Turning to P&T’s first ground for appeal, the Court held that the Commission was correct to apply a test of foreseeability in considering P&T’s defence of due diligence, but the due diligence test set out in Weyerhaeuser does not accurately reflect the common law or the legislation, and the Commission’s reiteration of that test in this case caused some confusion.
Specifically, the Court held that there were two substantive errors in Weyerhaeuser. The first error was to incorrectly define the first branch of the due diligence test as reasonable foreseeability rather than mistake of fact. Requiring reasonable foreseeability of the event as a condition precedent to a consideration of reasonable care was an incorrect interpretation of the due diligence test. The only condition precedent to a consideration of whether a person took all reasonable care is that the person was not under a mistake of fact which rendered the person’s conduct innocent. While foreseeability may be a relevant factor in assessing whether the person took all reasonable care, foreseeability is not a condition precedent to assessing whether the person took reasonable care.
The second error in Weyerhaeuser was the conclusion that the defence of due diligence was established when the company could not reasonably foresee the “circumstances that gave rise to the contravention”, rather than the contravention itself. The proper inquiry under the second branch of the due diligence test, as codified in the legislation, is whether the person took reasonable care to avoid the “particular event”. The case law makes it clear that the “particular event” is the contravention itself, and not the circumstances that gave rise to it.
Applying those findings to the present case, the Court held that although the Commission addressed foreseeability as a first step under the defence of due diligence, it correctly focused on the foreseeability of the contravention. The Commission’s finding that the contravention was reasonably foreseeable is a question of mixed fact and law, which cannot be the subject of an appeal to the Court.
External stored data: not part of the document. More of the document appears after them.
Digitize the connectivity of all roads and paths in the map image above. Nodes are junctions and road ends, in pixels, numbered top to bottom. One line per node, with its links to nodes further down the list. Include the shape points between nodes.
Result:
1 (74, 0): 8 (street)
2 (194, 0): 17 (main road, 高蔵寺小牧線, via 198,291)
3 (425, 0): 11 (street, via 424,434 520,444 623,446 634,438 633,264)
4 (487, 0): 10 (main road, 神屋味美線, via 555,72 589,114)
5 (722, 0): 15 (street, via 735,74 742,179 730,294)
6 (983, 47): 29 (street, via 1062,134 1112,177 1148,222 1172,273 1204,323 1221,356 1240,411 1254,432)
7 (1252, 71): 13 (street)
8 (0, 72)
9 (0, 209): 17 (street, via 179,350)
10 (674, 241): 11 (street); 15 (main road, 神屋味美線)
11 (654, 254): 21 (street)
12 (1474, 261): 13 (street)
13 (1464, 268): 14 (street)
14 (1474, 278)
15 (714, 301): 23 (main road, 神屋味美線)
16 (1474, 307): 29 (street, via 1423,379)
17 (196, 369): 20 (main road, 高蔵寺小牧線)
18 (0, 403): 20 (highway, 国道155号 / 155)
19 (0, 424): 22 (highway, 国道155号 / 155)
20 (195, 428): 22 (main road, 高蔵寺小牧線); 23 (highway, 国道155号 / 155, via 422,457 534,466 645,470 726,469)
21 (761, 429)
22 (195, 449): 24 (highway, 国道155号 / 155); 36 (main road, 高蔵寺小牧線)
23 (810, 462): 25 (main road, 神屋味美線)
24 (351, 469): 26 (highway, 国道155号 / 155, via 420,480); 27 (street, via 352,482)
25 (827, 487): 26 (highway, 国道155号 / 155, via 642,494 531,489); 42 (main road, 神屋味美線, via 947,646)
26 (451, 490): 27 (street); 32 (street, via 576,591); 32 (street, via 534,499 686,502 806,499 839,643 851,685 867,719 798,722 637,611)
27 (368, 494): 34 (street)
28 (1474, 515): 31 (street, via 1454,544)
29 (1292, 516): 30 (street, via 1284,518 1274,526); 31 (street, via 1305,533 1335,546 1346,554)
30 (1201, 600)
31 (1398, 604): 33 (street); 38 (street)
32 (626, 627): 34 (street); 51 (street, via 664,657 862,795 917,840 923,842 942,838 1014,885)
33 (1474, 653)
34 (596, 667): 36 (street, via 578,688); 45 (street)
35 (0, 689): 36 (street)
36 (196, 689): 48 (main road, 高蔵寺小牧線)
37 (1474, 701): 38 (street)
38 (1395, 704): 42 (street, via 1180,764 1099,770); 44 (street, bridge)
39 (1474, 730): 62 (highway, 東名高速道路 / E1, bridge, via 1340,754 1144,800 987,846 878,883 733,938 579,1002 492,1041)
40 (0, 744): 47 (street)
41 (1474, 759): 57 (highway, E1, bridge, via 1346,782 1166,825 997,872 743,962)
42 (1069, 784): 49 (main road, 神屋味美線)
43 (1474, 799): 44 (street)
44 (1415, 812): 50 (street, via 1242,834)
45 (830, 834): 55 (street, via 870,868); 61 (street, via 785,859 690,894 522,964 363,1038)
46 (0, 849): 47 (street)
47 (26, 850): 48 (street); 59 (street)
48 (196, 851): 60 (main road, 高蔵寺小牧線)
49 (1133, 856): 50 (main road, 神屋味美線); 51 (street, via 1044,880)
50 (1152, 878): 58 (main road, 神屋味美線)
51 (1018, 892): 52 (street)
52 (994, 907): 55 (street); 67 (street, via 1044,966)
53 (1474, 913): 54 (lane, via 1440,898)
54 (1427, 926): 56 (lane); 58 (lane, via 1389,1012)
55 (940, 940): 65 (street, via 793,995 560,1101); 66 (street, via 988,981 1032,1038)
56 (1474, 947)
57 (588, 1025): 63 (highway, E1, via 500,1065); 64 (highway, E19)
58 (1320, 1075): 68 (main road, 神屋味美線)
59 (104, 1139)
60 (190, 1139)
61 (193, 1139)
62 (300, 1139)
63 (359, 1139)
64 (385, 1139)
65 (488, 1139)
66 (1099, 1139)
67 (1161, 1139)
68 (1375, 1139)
Consequently, the Court rejected P&T’s argument that the Commission did not apply the correct test of foreseeability in considering the due diligence defence.
Regarding P&T’s second ground for appeal, the Court found that the Commission did not misdirect itself on the law on the issue of reasonable care as applied to the facts. The Commission made the correct inquiry; namely, whether P&T took all reasonable steps to avoid the contravention. Further, the Commission’s finding that P&T could have done more to prevent the contravention was supported by evidence. Consequently, the Commission did not err in law in finding on the evidence before it that P&T failed to take all reasonable steps to prevent the contravention.
Finally, the Court held that, although the Commission concluded that the unauthorized harvesting could have been prevented by making more effort to mark the limits of guy-line clearances, and the Commission did not question parties about this issue, this did not constitute a breach of procedural fairness given the overall basis for the Commission’s decision, and given that P&T had a full opportunity to respond to all of the evidence and submissions.
Accordingly, the Court dismissed the appeal.